Rejoicing put to Practice

What do you think happened yesterday after I posted about choosing to rejoice? Of course, something came my way so that I could practice what I preached.

The day before I had been working several hours on a translation project. Every time I get a new project I give it a name that reflects what I’m doing. When the job has to do with Spanish, I put a prefix with SP. My computer is set to save a job every ten minutes, but where was the file saved to? Well, I couldn’t find the new job. My English file was intact, and since I do my translations on top of the English text, I know I had another file I was working on.

As much as I looked, I could not find the file! My son-in-law helped me go through all the different scenarios where it could have been placed, with no luck. I had lost several hours of work! I’m sure someone reading this has had that experience and knows how it feels. And that is when I had to practice what I just had written about. I could have chosen to be miserable and complain about the situation, but I decided to take my own advice and “rejoice.” But I can’t say I was happy about it.

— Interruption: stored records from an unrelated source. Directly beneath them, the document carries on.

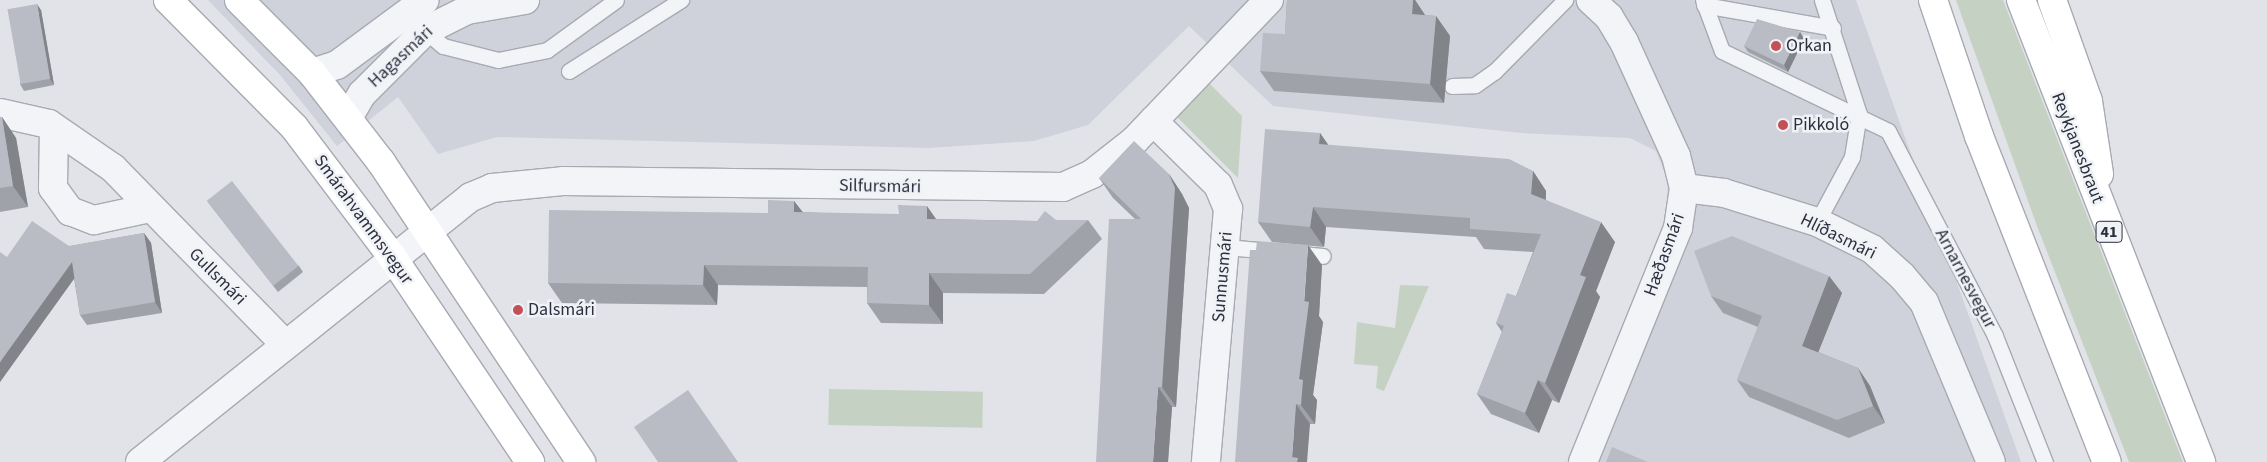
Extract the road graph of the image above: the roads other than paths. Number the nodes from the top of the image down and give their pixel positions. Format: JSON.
{"nodes":[{"id":1,"x":168,"y":0,"type":"edge"},
{"id":2,"x":239,"y":0,"type":"edge"},
{"id":3,"x":525,"y":0,"type":"edge"},
{"id":4,"x":616,"y":0,"type":"edge"},
{"id":5,"x":680,"y":0,"type":"edge"},
{"id":6,"x":1270,"y":0,"type":"edge"},
{"id":7,"x":1565,"y":0,"type":"edge"},
{"id":8,"x":1822,"y":0,"type":"edge"},
{"id":9,"x":1933,"y":0,"type":"edge"},
{"id":10,"x":2021,"y":0,"type":"edge"},
{"id":11,"x":2052,"y":0,"type":"edge"},
{"id":12,"x":1704,"y":2,"type":"edge"},
{"id":13,"x":1600,"y":3,"type":"edge"},
{"id":14,"x":420,"y":14,"type":"edge"},
{"id":15,"x":1832,"y":28,"type":"junction"},
{"id":16,"x":569,"y":71,"type":"dead end"},
{"id":17,"x":312,"y":73,"type":"junction"},
{"id":18,"x":1452,"y":86,"type":"dead end"},
{"id":19,"x":0,"y":113,"type":"edge"},
{"id":20,"x":1860,"y":114,"type":"junction"},
{"id":21,"x":348,"y":118,"type":"junction"},
{"id":22,"x":1153,"y":121,"type":"junction"},
{"id":23,"x":54,"y":128,"type":"junction"},
{"id":24,"x":1684,"y":188,"type":"junction"},
{"id":25,"x":150,"y":208,"type":"junction"},
{"id":26,"x":1818,"y":222,"type":"junction"},
{"id":27,"x":2107,"y":227,"type":"junction"},
{"id":28,"x":429,"y":230,"type":"junction"},
{"id":29,"x":1226,"y":247,"type":"junction"},
{"id":30,"x":1323,"y":256,"type":"dead end"},
{"id":31,"x":393,"y":258,"type":"junction"},
{"id":32,"x":285,"y":344,"type":"junction"},
{"id":33,"x":140,"y":462,"type":"edge"},
{"id":34,"x":530,"y":462,"type":"edge"},
{"id":35,"x":581,"y":462,"type":"edge"},
{"id":36,"x":1206,"y":462,"type":"edge"},
{"id":37,"x":1583,"y":462,"type":"edge"},
{"id":38,"x":1991,"y":462,"type":"edge"},
{"id":39,"x":2046,"y":462,"type":"edge"},
{"id":40,"x":2107,"y":462,"type":"edge"},
{"id":41,"x":2201,"y":462,"type":"edge"}],
"edges":[{"from":1,"to":31,"type":"main road","name":"Smárahvammsvegur"},
{"from":2,"to":17,"type":"main road"},
{"from":3,"to":14,"type":"street","name":"Hagasmári"},
{"from":4,"to":14,"type":"lane"},
{"from":5,"to":16,"type":"lane"},
{"from":6,"to":22,"type":"street","name":"Silfursmári"},
{"from":7,"to":18,"type":"lane"},
{"from":8,"to":15,"type":"lane"},
{"from":9,"to":40,"type":"main road"},
{"from":10,"to":27,"type":"main road","name":"Reykjanesbraut","number":"41"},
{"from":11,"to":27,"type":"main road"},
{"from":12,"to":15,"type":"lane"},
{"from":12,"to":20,"type":"lane","name":"Arnarnesvegur"},
{"from":13,"to":24,"type":"street","name":"Hæðasmári"},
{"from":14,"to":17,"type":"street","name":"Hagasmári"},
{"from":14,"to":21,"type":"street","name":"Hagasmári"},
{"from":15,"to":20,"type":"lane"},
{"from":17,"to":21,"type":"main road"},
{"from":19,"to":23,"type":"street","name":"Gullsmári"},
{"from":20,"to":26,"type":"lane"},
{"from":20,"to":39,"type":"lane","name":"Arnarnesvegur"},
{"from":21,"to":28,"type":"main road"},
{"from":22,"to":28,"type":"street","name":"Silfursmári"},
{"from":22,"to":29,"type":"street","name":"Sunnusmári"},
{"from":23,"to":25,"type":"street","name":"Gullsmári"},
{"from":23,"to":25,"type":"street"},
{"from":24,"to":26,"type":"street","name":"Hlíðasmári"},
{"from":24,"to":37,"type":"street","name":"Hæðasmári"},
{"from":25,"to":32,"type":"street","name":"Gullsmári"},
{"from":26,"to":38,"type":"street","name":"Hlíðasmári"},
{"from":27,"to":41,"type":"main road","name":"Reykjanesbraut","number":"41"},
{"from":28,"to":31,"type":"street"},
{"from":28,"to":35,"type":"main road"},
{"from":29,"to":30,"type":"lane"},
{"from":29,"to":36,"type":"street","name":"Sunnusmári"},
{"from":31,"to":32,"type":"street"},
{"from":31,"to":34,"type":"main road","name":"Smárahvammsvegur"},
{"from":32,"to":33,"type":"street"}]}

When something is bothering my grandchildren and they cry about it, their dad tells them, “Suck it up, dry it up, and go on with life!” I sucked it up, and started all over again. Every time something like that happens I think about William Carrey, the father of modern missions, who lost all his translation work and Bible projects in a fire. He had no computer and back-up files stored away som other place. He had to start all over again! If I remember correctly he even lost his printing press and the paper designated for printing Bibles.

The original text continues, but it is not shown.